Essays of Undoing by Terry Tempest Williams

  Terry Tempest Williams is a writer whose books burn with a passion for protecting the American West. Her’s is a giant voice. She is an activist and a teacher. Her words are wisdom. She has inherited the mantel of eminence elder and beacon of fierce defender of the wildness of public lands from Edward Abbey. She now owns the singular reputation as the country’s most vocal critic of the BLM. 

  These essays are sharp, full of truth and personal. She writes from a well of sincere experience. Every chapter in this book is a call to arms. Whether it be to protect the landscape or stand up for our rights or to love one another Tempest Williams writes boldly and precisely. As she says, with a name like Tempest she really had no other choice than to be a storm. 

  When I read her I’m embolden to act, to commit myself more to helping those in need. Both people and the natural world. Even if only in small ways. She is constantly looking into own soul to see what makes her stronger. And she is strong and her voice resonates with the power of a hero. Yes, a hero!

  She sees and feels the pain of how our world works. Yet still she is an optimist, a fighter for what she believes in. 

  When someone told her she was married to sorrow she said, “No, I’m not married to sorrow. I just refuse to look away.” That give me strength. 

 The story about her brother Dan moved me to tears and made me think about my own family and loved ones. 

  It’s time to commit acts of protection before everything erodes away. 


Doctor Jazz by Hayden Curruth

  Curruth’s last collection of poems before he died. They are the musings of an old man, an “old Yankee” as he called himself. However, there is hope and optimism in some of these verses, but there is much pain as well. The poem Dearest M— about his daughter and her death is crushing in its honesty and acknowledgment of open grief. 

  Other poems are more buoyant and even humorous. I first read this book when it came out and my favorite one is about Basho. 

  

   Basho, you made 

        a living writing haiku?

          Wow! Way to go, man.


And then he writes, “…even on the bad days good things happen.”

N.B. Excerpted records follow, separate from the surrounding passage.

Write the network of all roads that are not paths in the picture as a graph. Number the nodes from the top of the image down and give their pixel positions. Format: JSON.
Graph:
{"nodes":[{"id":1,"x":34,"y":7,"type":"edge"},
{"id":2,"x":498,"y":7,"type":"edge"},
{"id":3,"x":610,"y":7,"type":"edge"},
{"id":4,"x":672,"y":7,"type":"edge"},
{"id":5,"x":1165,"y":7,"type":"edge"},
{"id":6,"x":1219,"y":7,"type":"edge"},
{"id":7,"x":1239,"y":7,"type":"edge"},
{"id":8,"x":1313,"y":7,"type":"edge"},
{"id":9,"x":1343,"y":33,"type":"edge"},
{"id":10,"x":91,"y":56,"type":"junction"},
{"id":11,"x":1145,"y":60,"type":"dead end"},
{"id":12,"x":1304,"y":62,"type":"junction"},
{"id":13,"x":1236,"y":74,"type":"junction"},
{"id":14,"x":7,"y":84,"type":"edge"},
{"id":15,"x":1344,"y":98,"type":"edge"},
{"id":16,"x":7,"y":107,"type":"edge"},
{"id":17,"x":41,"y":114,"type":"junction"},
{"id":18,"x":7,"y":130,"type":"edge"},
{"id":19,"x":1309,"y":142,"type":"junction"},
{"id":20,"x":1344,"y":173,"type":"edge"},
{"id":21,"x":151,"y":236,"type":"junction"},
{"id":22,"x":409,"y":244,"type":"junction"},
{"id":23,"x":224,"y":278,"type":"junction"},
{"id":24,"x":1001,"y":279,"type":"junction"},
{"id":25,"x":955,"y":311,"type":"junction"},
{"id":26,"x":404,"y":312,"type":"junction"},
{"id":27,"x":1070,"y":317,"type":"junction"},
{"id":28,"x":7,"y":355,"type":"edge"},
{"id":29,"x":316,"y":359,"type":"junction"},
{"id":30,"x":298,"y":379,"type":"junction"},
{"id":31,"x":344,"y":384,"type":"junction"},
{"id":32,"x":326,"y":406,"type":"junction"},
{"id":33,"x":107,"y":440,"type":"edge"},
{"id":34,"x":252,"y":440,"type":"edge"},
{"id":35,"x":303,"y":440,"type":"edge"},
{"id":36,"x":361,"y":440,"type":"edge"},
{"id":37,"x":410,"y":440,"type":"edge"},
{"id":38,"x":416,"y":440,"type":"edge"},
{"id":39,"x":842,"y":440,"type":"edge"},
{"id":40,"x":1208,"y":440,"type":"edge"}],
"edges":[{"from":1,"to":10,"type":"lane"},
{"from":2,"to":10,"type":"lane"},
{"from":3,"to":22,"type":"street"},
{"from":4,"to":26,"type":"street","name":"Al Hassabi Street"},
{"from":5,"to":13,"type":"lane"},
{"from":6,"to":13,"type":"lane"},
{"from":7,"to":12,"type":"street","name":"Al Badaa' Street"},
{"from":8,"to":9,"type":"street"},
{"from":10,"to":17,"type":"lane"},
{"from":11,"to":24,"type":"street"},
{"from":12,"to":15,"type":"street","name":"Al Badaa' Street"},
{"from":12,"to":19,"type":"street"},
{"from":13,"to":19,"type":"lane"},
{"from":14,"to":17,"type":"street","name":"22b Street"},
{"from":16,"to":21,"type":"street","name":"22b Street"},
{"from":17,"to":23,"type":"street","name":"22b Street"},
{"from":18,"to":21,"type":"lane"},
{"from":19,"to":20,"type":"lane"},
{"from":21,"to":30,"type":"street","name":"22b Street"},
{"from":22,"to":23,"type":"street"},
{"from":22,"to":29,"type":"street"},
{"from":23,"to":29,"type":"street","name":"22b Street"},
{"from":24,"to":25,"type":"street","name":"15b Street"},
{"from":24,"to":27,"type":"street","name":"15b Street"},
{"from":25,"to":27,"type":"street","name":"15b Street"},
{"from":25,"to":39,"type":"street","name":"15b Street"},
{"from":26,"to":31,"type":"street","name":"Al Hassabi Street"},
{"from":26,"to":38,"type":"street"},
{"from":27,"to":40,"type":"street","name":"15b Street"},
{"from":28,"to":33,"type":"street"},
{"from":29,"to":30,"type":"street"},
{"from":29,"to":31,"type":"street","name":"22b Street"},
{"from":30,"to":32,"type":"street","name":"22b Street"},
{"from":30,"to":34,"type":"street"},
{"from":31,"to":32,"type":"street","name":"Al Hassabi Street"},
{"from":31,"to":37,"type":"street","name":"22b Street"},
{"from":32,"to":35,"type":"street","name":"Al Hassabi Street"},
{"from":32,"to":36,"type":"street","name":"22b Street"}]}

The Adirondacks by Paul Schneider 

  An older book that I read a long time ago. It’s a history of the Adirondack Park from when the first white missionaries crept in to convert the natives right up to the present. Or the present twenty years ago. It’s a very well researched and finely written work. I have a passion for my days hiking around the High Peaks Region of the park and this book reminds me of the beauty of that spot that holds such a big place in my heart. It’s full of characters of all stripes. Investors, priests, woodsmen, trappers and artists. Schneider has an eye for curiosities and the book has a quick pace. The Park is still an experiment in living close to true wilderness and will continue to suffer growing pains as more and more people want to call upstate New York their home. I wish Schneider would write an update. He’s the guy to do it.


Entries by Wendell Berry

  Another book I read close to twenty years ago when it first came out. In fact, I saw Berry read from at Campbell Hall. It was a moving and memorable evening of poetry. The poems in this book are about his usual subjects; the love of land, the love of community, faith and just plain old love. The poems about his father stir emotions. Sometimes Berry’s verse can seem simple but they certainly are not. He’s a poet who feels the seriousness of life’s deepest mysteries. I keep copies of his books on both coasts because they make beautiful and encouraging reading in the morning. A enlightening start to the day. In a poem called One of Us he writes;


Must another poor body, brought

to its rest at last, be made the occasion

of yet another sermon? Have we nothing 

to say to the dead that is not

a dull mortal lesson to the living,


Orkney by Amy Sackville

 A really remarkable and poetic novel. I read it when it was first published (2013) and it has been kind of haunting me ever sense. It’s a story of an older man and a much younger student of his. (Imagine that) They fall in love and marry. They take their honeymoon to a rugged Scottish island. They stay in a humble cabin by the sea. The wife, unnamed, is mesmerized by the wild ocean and spends her days staring out at the water as the professor watches her and muses about his luck and his love. They are living a strange myth. And subconsciously they both know this, almost. And how the story plays out is indeed mythic. 

  Sackville has a keen feel for the nuances of the old professor’s heart. How could she know?, I asked as I turned the pages.  And Amy Sackville has a great vocabulary. I learned some new words. Like aestivate and vicissitude and desideratum.

 Beautiful writing


How To Paint Sunlight by Lawrence Ferlinghetti 

  City Lights has been in the news lately. They are having a hard time getting by during the quarantine crisis. It pains the heart, as so much of the news does lately. That place should be a world heritage site. I’ve made so many pilgrimages there over the years. 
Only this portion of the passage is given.